Most recently, she lived in a Swedish village that could be reached after driving for an hour through a coniferous forest. It's a place that rarely sees outsiders. It was difficult to contact Elmahdy. Many people have attempted to write her emails or messages on Facebook. But Elmahdy ignores messages from strangers, because most strangers berate her.

Beaten and Caged

Elmahdy has chosen a café for our rendezvous. She sits with her back to the window and orders a glass of strawberry juice. She doesn't like to look people in the eye.

She says that she grew up in Heliopolis, an affluent neighborhood of Cairo. When she thinks about it today, she says, she misses the smell of the sun on the streets, the cats climbing through the garbage, and kushari, an Egyptian dish made of macaroni, rice and lentils that her mother used to make for her. Her parents, she says, were not strictly religious and didn't go to the mosque. Her father and mother are cousins.
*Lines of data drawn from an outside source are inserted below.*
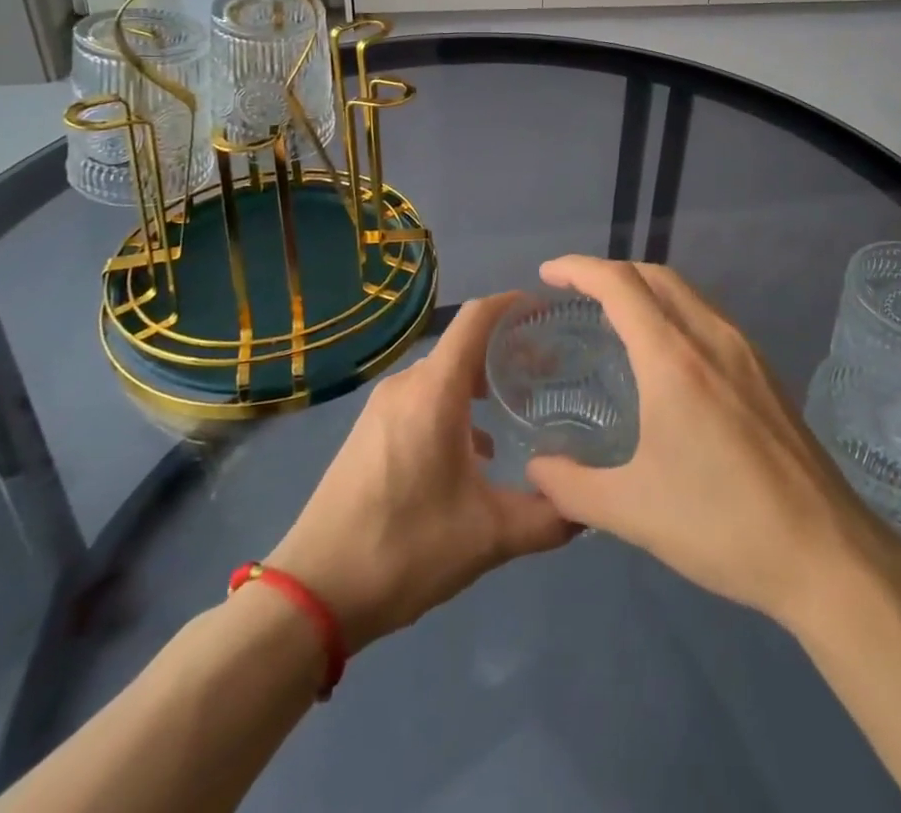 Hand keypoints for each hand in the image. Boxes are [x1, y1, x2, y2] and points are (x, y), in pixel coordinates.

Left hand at [263, 294, 575, 654]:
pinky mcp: (370, 432)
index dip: (514, 304)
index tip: (549, 312)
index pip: (478, 318)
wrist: (311, 595)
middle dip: (507, 351)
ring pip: (443, 374)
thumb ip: (547, 517)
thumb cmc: (404, 550)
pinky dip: (455, 405)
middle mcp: (407, 385)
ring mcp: (383, 408)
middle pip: (464, 345)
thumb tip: (589, 506)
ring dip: (481, 382)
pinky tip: (476, 450)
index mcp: (435, 390)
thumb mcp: (488, 537)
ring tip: (519, 408)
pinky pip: (423, 398)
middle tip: (550, 371)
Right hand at [523, 257, 887, 629]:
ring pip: (687, 292)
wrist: (824, 551)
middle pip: (655, 276)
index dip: (579, 268)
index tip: (548, 273)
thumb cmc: (721, 525)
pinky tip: (666, 354)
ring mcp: (745, 350)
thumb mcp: (633, 511)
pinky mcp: (764, 370)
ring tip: (615, 317)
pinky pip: (709, 316)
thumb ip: (572, 486)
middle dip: (611, 272)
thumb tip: (535, 469)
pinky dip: (675, 311)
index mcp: (673, 358)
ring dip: (646, 289)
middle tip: (575, 293)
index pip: (620, 284)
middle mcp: (711, 336) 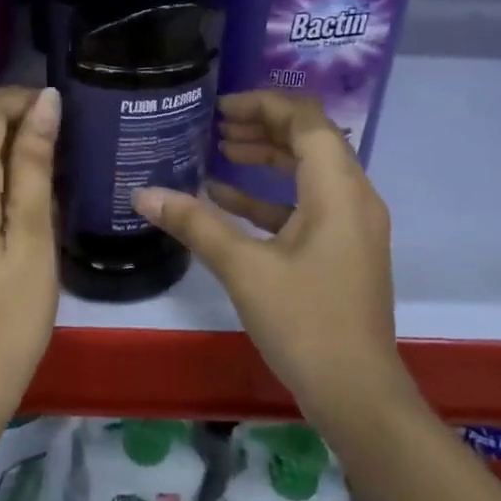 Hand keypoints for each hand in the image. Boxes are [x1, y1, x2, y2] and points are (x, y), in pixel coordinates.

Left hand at [0, 86, 61, 421]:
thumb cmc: (8, 315)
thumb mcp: (33, 236)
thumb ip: (35, 164)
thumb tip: (46, 101)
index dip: (23, 99)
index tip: (63, 112)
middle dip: (19, 127)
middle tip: (67, 150)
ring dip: (9, 157)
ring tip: (53, 179)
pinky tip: (23, 208)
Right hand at [130, 90, 408, 422]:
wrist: (358, 397)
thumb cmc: (306, 323)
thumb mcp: (244, 268)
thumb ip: (195, 223)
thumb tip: (142, 194)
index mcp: (338, 190)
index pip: (306, 119)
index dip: (264, 103)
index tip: (221, 108)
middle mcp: (353, 197)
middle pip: (310, 138)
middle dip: (263, 125)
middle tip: (216, 124)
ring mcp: (351, 225)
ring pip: (308, 170)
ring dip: (267, 156)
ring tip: (221, 149)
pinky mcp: (342, 249)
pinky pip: (307, 204)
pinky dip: (270, 195)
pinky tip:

Her mother is a bookkeeper and her father an officer in the Egyptian army. She says that her father had been beating her for as long as she could remember.

Sometimes he would hit her, she says, for contradicting him or not wearing a headscarf, and sometimes for no reason at all. Her mother would stand there and say: "Beat her, but don't injure her." Once, when Elmahdy came home from school, her father told her that she was disgusting because she was too small. Once he crushed her glasses with his fist. This is her version of her story. Her parents aren't speaking to the press.